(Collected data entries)
******
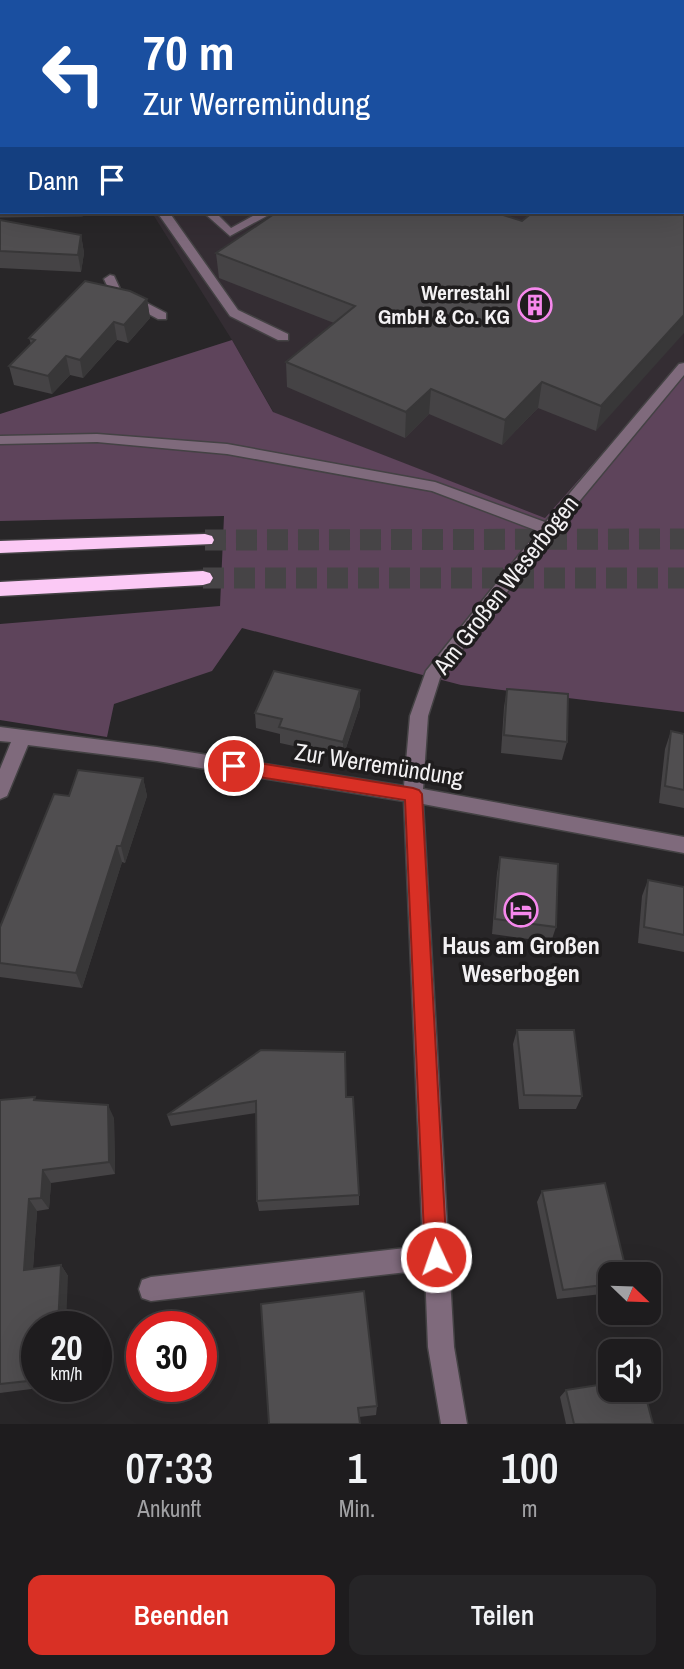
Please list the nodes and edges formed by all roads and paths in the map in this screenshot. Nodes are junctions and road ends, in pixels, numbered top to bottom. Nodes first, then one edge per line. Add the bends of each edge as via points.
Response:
1 (164, 214) edge
2 (211, 214) edge
3 (264, 214) edge
4 (110, 279) dead end
5 (162, 316) dead end
6 (283, 337) dead end
7 (684, 368) edge
8 (0, 440) edge
9 (548, 529) junction
10 (205, 540) tunnel mouth
11 (0, 547) edge
12 (203, 578) tunnel mouth
13 (0, 589) edge
14 (0, 734) edge
15 (22, 737) junction
16 (0, 791) edge
17 (413, 794) junction
18 (684, 845) edge
19 (436, 1257) junction
20 (151, 1289) dead end
21 (454, 1424) edge

1 - 6 street via 234,313
2 - 3 street via 230,233
4 - 5 street via 115,291
7 - 9 street, Am Großen Weserbogen
8 - 9 street via 97,438 227,449 435,487
9 - 17 street, Am Großen Weserbogen via 432,676 419,716
10 - 11 highway
12 - 13 highway
14 - 15 street, Zur Werremündung
15 - 16 street
15 - 17 street, Zur Werremündung
17 - 18 street, Zur Werremündung
17 - 19 street, Am Großen Weserbogen
19 - 20 street
19 - 21 street, Am Großen Weserbogen via 440,1347

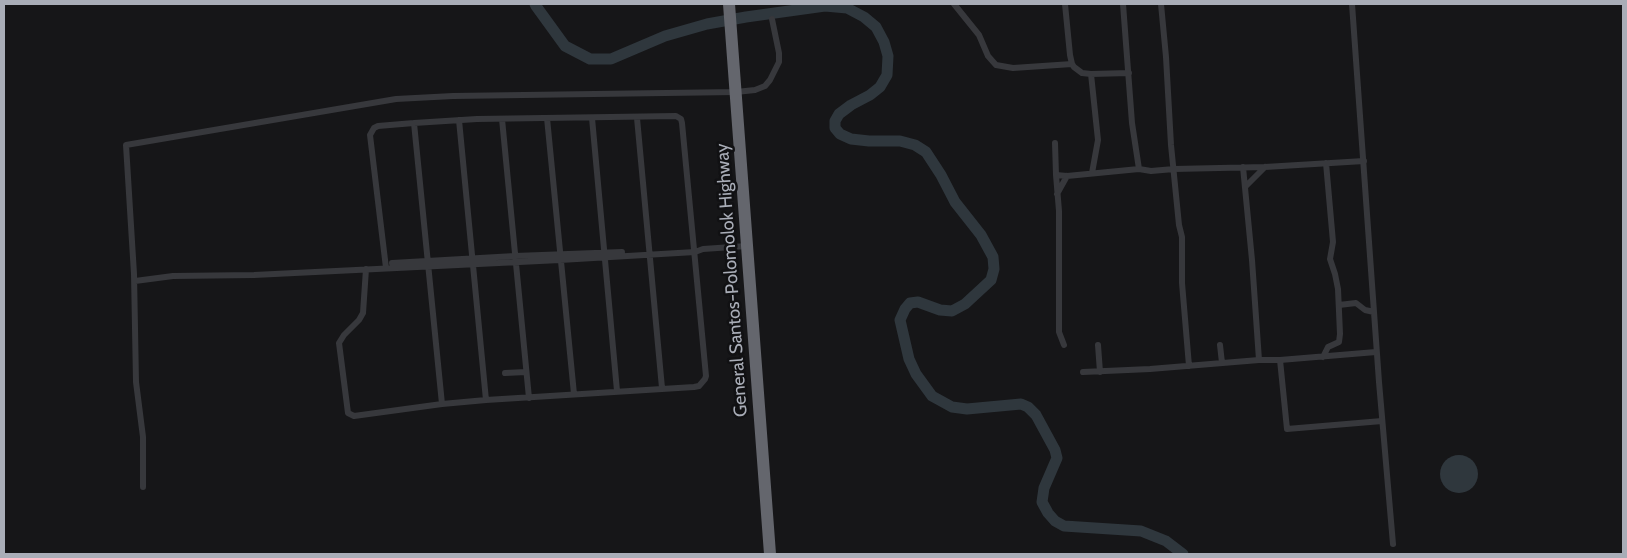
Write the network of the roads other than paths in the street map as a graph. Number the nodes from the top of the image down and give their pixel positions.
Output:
1 (729, 4) edge
2 (954, 4) edge
3 (1065, 4) edge
4 (1124, 4) edge
5 (1161, 4) edge
6 (1352, 4) edge
7 (772, 19) dead end
8 (1072, 64) junction
9 (1129, 73) junction
10 (1091, 74) junction
11 (736, 92) junction
12 (547, 118) junction
13 (592, 118) junction
14 (637, 118) junction
15 (502, 119) junction
16 (458, 120) junction
17 (414, 123) junction
18 (1055, 143) dead end
19 (1364, 161) junction
20 (1326, 164) junction
21 (1265, 166) junction
22 (1243, 167) junction
23 (1174, 169) junction
24 (1139, 170) junction
25 (1092, 173) junction
26 (1056, 175) junction
27 (1067, 176) junction
28 (1245, 187) junction
29 (1057, 194) junction
30 (747, 246) junction
31 (694, 250) junction
32 (649, 253) junction
33 (604, 255) junction
34 (515, 258) junction
35 (560, 258) junction
36 (473, 261) junction
37 (428, 263) junction
38 (386, 266) junction
39 (338, 269) junction
40 (366, 269) junction
41 (134, 282) junction
42 (1338, 305) junction
43 (1374, 312) junction
44 (1064, 345) dead end
45 (1098, 345) dead end
46 (1220, 345) dead end
47 (1376, 352) junction
48 (1323, 357) junction
49 (1259, 360) junction
50 (1280, 360) junction
51 (1222, 363) junction
52 (1189, 366) junction
53 (526, 372) junction
54 (1083, 372) dead end
55 (1100, 372) junction
56 (505, 373) dead end
57 (662, 388) junction
58 (617, 390) junction
59 (574, 394) junction
60 (529, 398) junction
61 (486, 400) junction
62 (442, 404) junction
63 (1382, 421) junction
64 (143, 487) dead end
65 (1393, 544) dead end
66 (770, 554) edge

1 - 11 highway, General Santos-Polomolok Highway
2 - 8 street
3 - 8 street
4 - 9 street
5 - 23 street
6 - 19 street
7 - 11 street
8 - 10 street
9 - 10 street
9 - 24 street
10 - 25 street
11 - 30 highway, General Santos-Polomolok Highway
11 - 41 street
12 - 13 street
12 - 15 street
12 - 35 street
13 - 14 street
13 - 33 street
14 - 31 street
14 - 32 street
15 - 16 street
15 - 34 street
16 - 17 street
16 - 36 street
17 - 37 street
17 - 38 street
18 - 26 street
19 - 20 street
19 - 43 street
20 - 21 street
20 - 42 street
21 - 22 street
21 - 28 street
22 - 23 street
22 - 28 street
23 - 24 street
23 - 52 street
24 - 25 street
25 - 27 street
26 - 27 street
26 - 29 street
27 - 29 street
28 - 49 street
29 - 44 street
30 - 31 street
30 - 66 highway, General Santos-Polomolok Highway
31 - 32 street
31 - 57 street
32 - 33 street
32 - 57 street
33 - 35 street
33 - 58 street
34 - 35 street
34 - 36 street
34 - 53 street
35 - 59 street
36 - 37 street
36 - 61 street
37 - 38 street
37 - 62 street
38 - 39 street
38 - 40 street
39 - 40 street
39 - 41 street
40 - 62 street
41 - 64 street
42 - 43 street
42 - 48 street
43 - 47 street
45 - 55 street
46 - 51 street
47 - 48 street
47 - 63 street
48 - 50 street
49 - 50 street
49 - 51 street
50 - 63 street
51 - 52 street
52 - 55 street
53 - 56 street
53 - 60 street
54 - 55 street
57 - 58 street
58 - 59 street
59 - 60 street
60 - 61 street
61 - 62 street
63 - 65 street

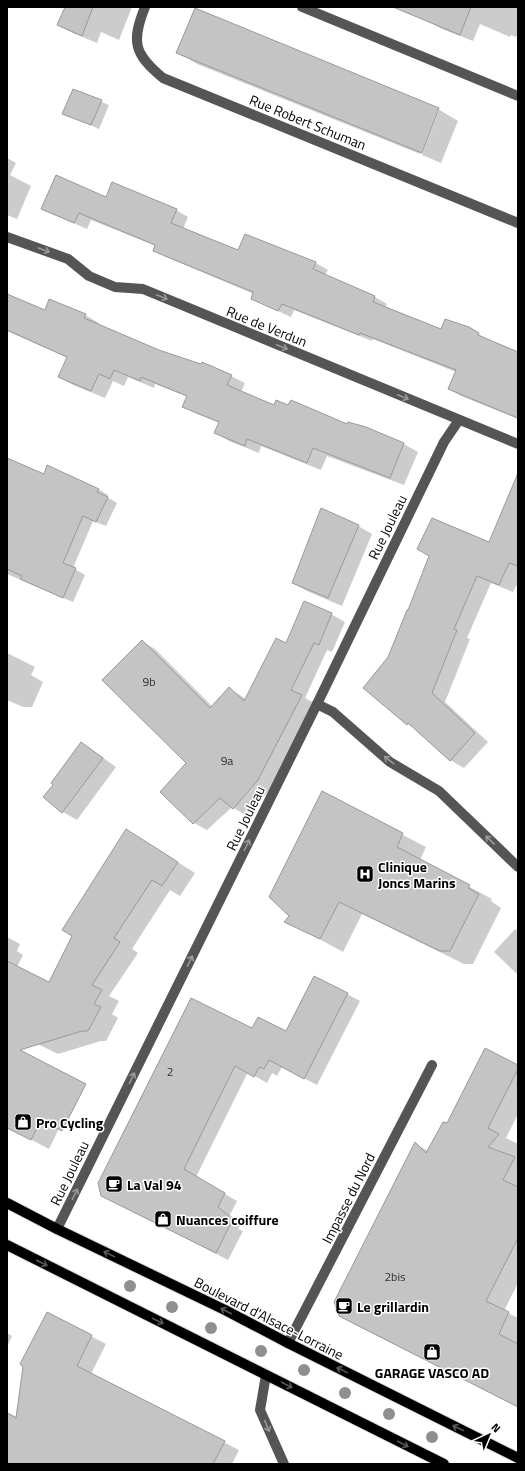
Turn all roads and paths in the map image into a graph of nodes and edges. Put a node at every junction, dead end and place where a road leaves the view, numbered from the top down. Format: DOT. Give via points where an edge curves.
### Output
graph roads {
  1 [pos="145,7"];
  2 [pos="302,7"];
  3 [pos="518,96"];
  4 [pos="518,223"];
  5 [pos="7,237"];
  6 [pos="459,420"];
  7 [pos="518,444"];
  8 [pos="317,704"];
  9 [pos="518,867"];
  10 [pos="432,1065"];
  11 [pos="7,1203"];
  12 [pos="57,1229"];
  13 [pos="7,1246"];
  14 [pos="288,1343"];
  15 [pos="266,1375"];
  16 [pos="518,1458"];
  17 [pos="284,1464"];
  18 [pos="444,1464"];
  1 -- 4 [label="street, Rue Robert Schuman" via="138,26 137,42 142,56 163,78"];
  2 -- 3 [label="street"];
  5 -- 6 [label="street, Rue de Verdun, one-way" via="68,259 89,276 115,287 142,289"];
  6 -- 7 [label="street, Rue de Verdun"];
  6 -- 8 [label="street, Rue Jouleau" via="444,442"];
  9 -- 8 [label="street, one-way" via="439,792 390,762 333,712"];
  12 -- 8 [label="street, Rue Jouleau, one-way"];
  10 -- 14 [label="street, Impasse du Nord"];
  11 -- 12 [label="main road, Boulevard d'Alsace-Lorraine"];
  14 -- 12 [label="main road, Boulevard d'Alsace-Lorraine, one-way"];
  13 -- 15 [label="main road, one-way"];
  16 -- 14 [label="main road, Boulevard d'Alsace-Lorraine, one-way"];
  15 -- 17 [label="street, one-way" via="260,1410"];
  15 -- 18 [label="main road, one-way"];
}
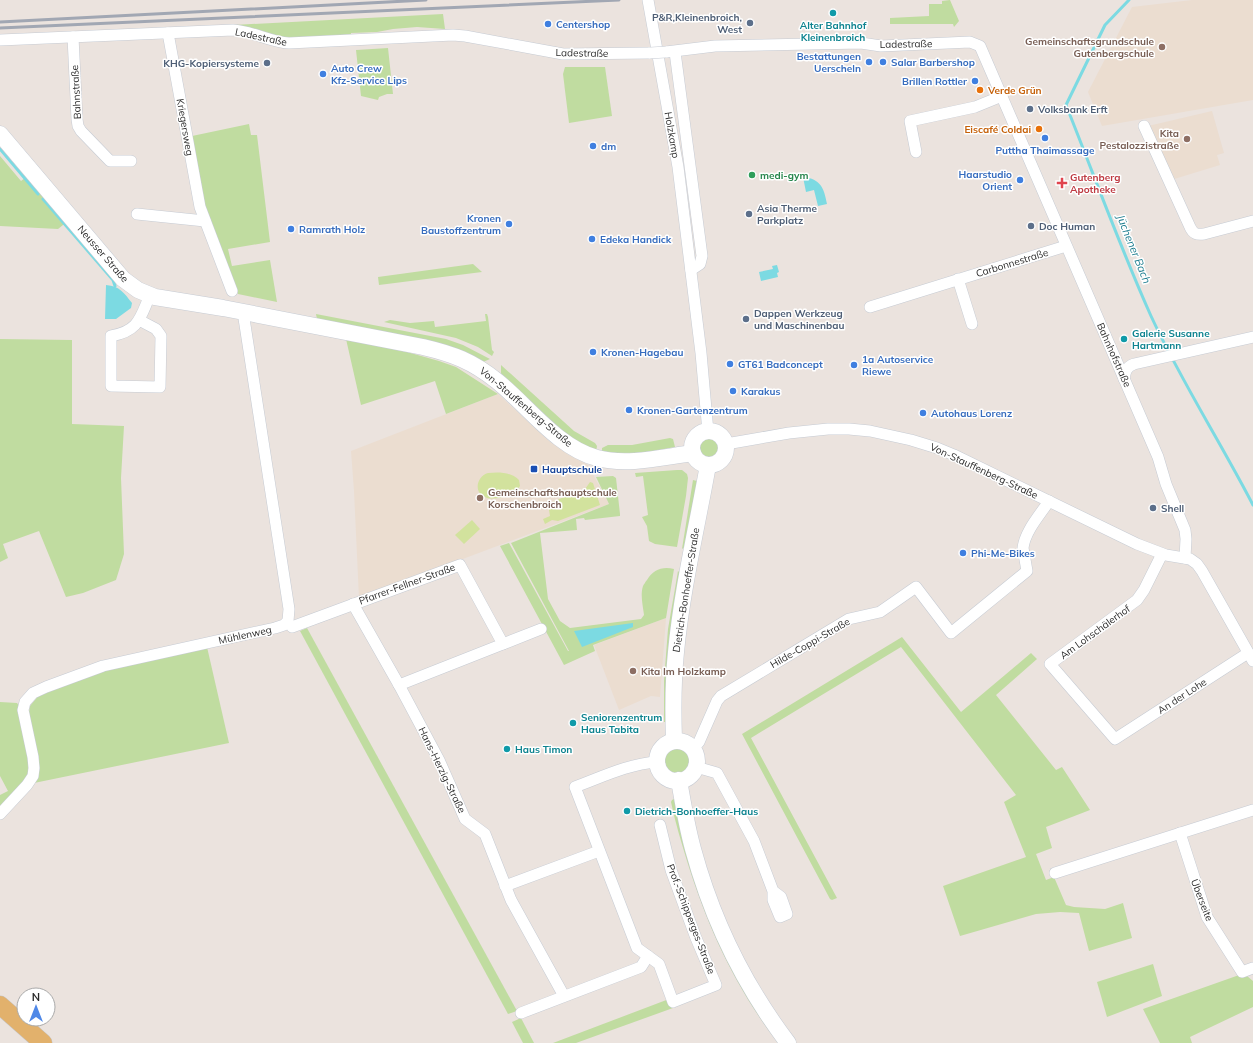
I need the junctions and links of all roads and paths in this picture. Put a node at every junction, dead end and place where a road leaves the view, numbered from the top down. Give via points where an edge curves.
1 (648, 0) edge
2 (168, 33) junction
3 (73, 37) junction
4 (0, 40) edge
5 (976, 43) joint
6 (670, 52) junction
7 (1002, 96) junction
8 (1144, 126) dead end
9 (0, 134) edge
10 (916, 152) dead end
11 (131, 160) dead end
12 (137, 214) dead end
13 (1253, 220) edge
14 (205, 221) junction
15 (1066, 246) junction
16 (691, 270) junction
17 (958, 279) junction
18 (232, 291) dead end
19 (150, 295) junction
20 (870, 307) dead end
21 (243, 312) junction
22 (139, 320) junction
23 (972, 324) dead end
24 (1253, 337) edge
25 (1124, 379) junction
26 (708, 432) junction
27 (726, 444) junction
28 (693, 453) junction
29 (708, 465) junction
30 (1049, 501) junction
31 (1162, 554) junction
32 (1185, 558) junction
33 (353, 604) junction
34 (292, 627) dead end
35 (542, 629) dead end
36 (503, 644) junction
37 (1251, 657) edge
38 (399, 686) junction
39 (1115, 739) joint
40 (674, 740) junction
41 (692, 748) junction
42 (656, 762) junction
43 (696, 766) junction
44 (679, 780) junction
45 (1253, 810) edge
46 (0, 814) edge
47 (660, 825) dead end
48 (1180, 833) junction
49 (600, 851) junction
50 (1055, 872) dead end
51 (505, 886) junction
52 (773, 891) dead end
53 (648, 956) junction
54 (1253, 968) edge
55 (564, 996) junction
56 (0, 1005) edge
57 (521, 1013) dead end
58 (43, 1043) edge
59 (788, 1043) edge

1 - 16 street, Holzkamp via 676,156
2 - 3 street
2 - 6 street, Ladestraße, bridge via 238,30 289,43 453,35 563,54
2 - 14 street, Kriegersweg via 197,192
3 - 4 street
3 - 11 street, Bahnstraße via 77,119 80,129 110,161
5 - 6 street, Ladestraße via 715,46
5 - 7 street, Bahnhofstraße via 981,48
6 - 16 street, Holzkamp via 702,256 700,264
7 - 10 street via 975,107 910,121
7 - 15 street, Bahnhofstraße
8 - 13 street via 1193,233 1204,234
9 - 19 street, Neusser Straße via 123,279
12 - 14 street
14 - 18 street, Kriegersweg
15 - 17 street, Carbonnestraße
15 - 25 street, Bahnhofstraße
16 - 26 street, Holzkamp
17 - 20 street, Carbonnestraße
17 - 23 street
19 - 21 street, Neusser Straße
19 - 22 street
21 - 28 street, Von-Stauffenberg-Straße via 423,347 462,358 497,381 561,439 591,456 623,461
21 - 46 street, Mühlenweg via 289,609 288,621 274,628 103,666 34,693 25,702 23,710 33,757 33,773 28,785
22 - 22 street via 156,329 161,336 160,387 111,386 111,336 130,330
24 - 25 street via 1130,366
25 - 32 street, Bahnhofstraße via 1158,457 1184,527
26 - 27 street via 721,436
26 - 28 street via 696,438
27 - 29 street via 722,460
27 - 30 street, Von-Stauffenberg-Straße via 813,430 849,429 883,434 937,448
28 - 29 street via 698,461
29 - 40 street, Dietrich-Bonhoeffer-Straße via 679,626 674,680
30 - 31 street, Von-Stauffenberg-Straße
30 - 41 street, Hilde-Coppi-Straße via 1023,544 1027,571 951,634 916,587 880,612 849,620 721,696 699,742
31 - 32 street, Von-Stauffenberg-Straße
31 - 39 street, Am Lohschälerhof via 1137,600 1050,664
32 - 37 street via 1193,560 1201,568
33 - 34 street, Pfarrer-Fellner-Straße
33 - 36 street, Pfarrer-Fellner-Straße via 460,565
33 - 38 street, Hans-Herzig-Straße
35 - 36 street
36 - 38 street
37 - 39 street, An der Lohe
38 - 51 street, Hans-Herzig-Straße via 439,760 465,819 485,834
40 - 41 street
40 - 42 street via 664,745 657,755
41 - 43 street via 696,754
42 - 44 street via 663,776
42 - 49 street via 629,766 575,787
43 - 44 street via 689,776
43 - 52 street via 717,773 754,841
44 - 59 street via 692,848 715,914 748,982
45 - 48 street
47 - 53 street, Prof.-Schipperges-Straße via 671,870 716,985 673,1002 659,964
48 - 50 street
48 - 54 street, Überseite via 1207,917 1242,972
49 - 51 street
49 - 53 street, Prof.-Schipperges-Straße via 636,948
51 - 55 street, Hans-Herzig-Straße
53 - 55 street via 640,967
55 - 57 street
56 - 58 main road

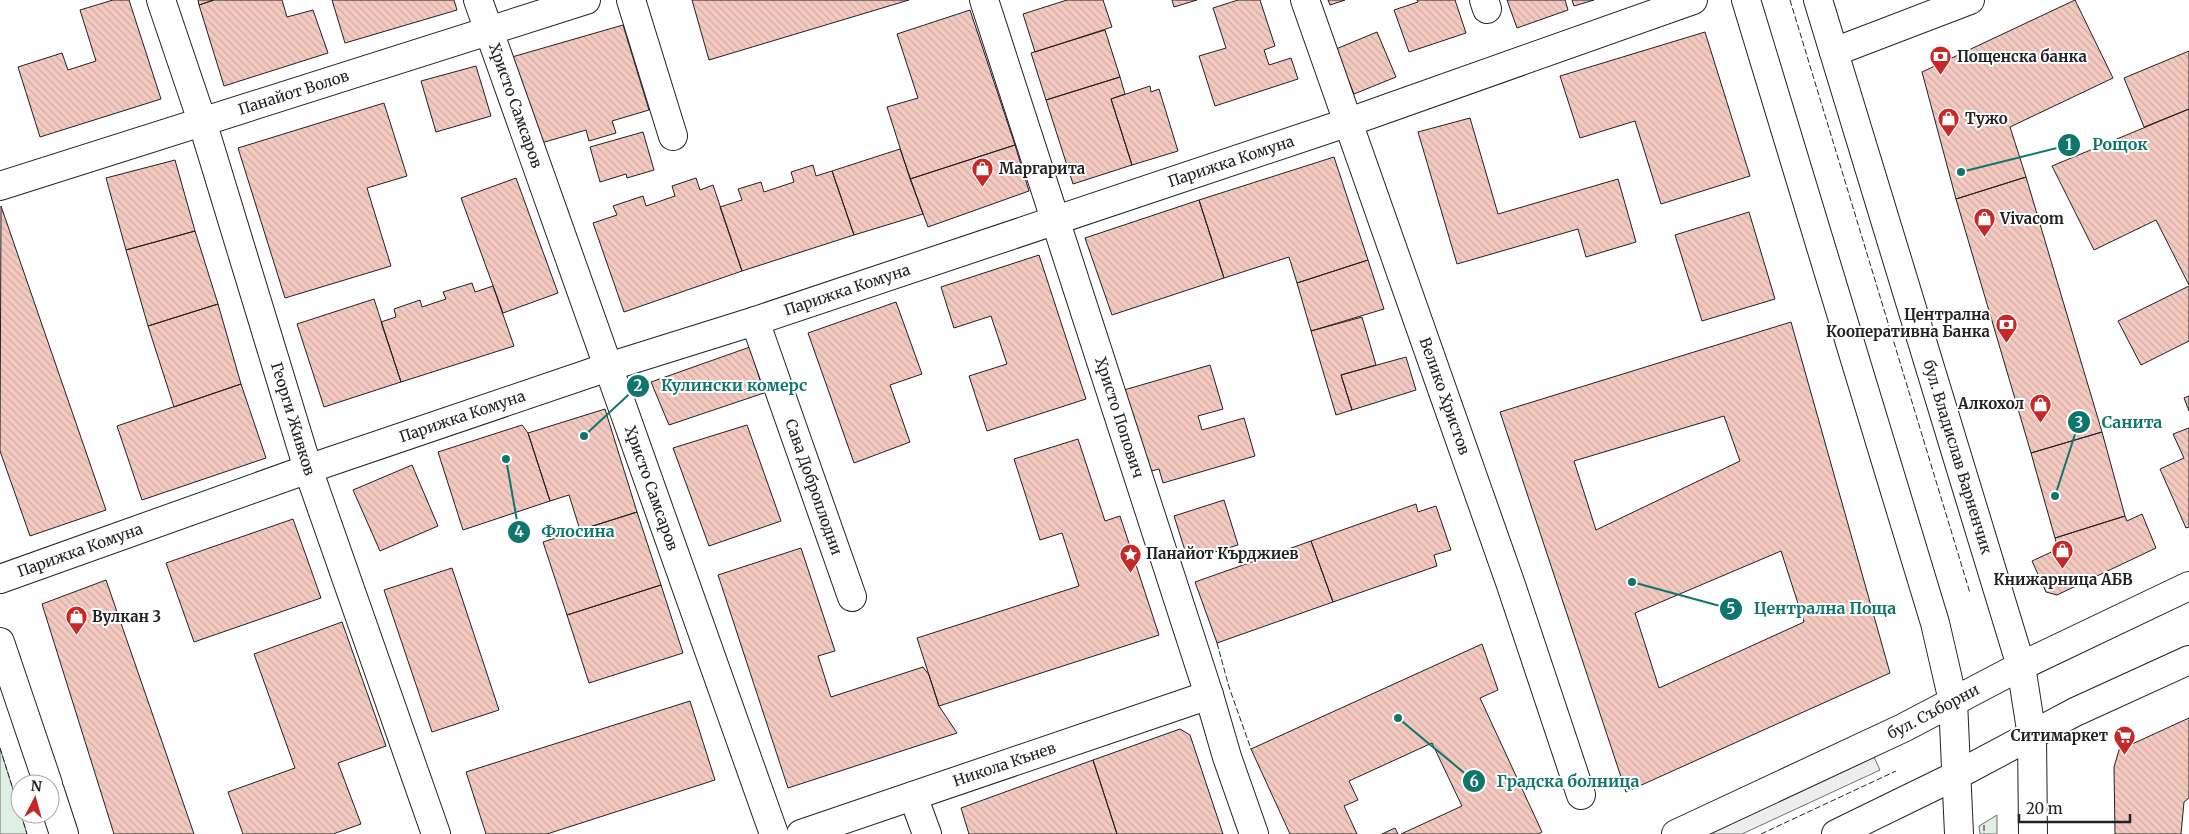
******
▶ [BRIEF] Could you say how many lines of the entries contain the string "Carbonnestraße"? Only the number should be given.

▶ [ANSWER] 2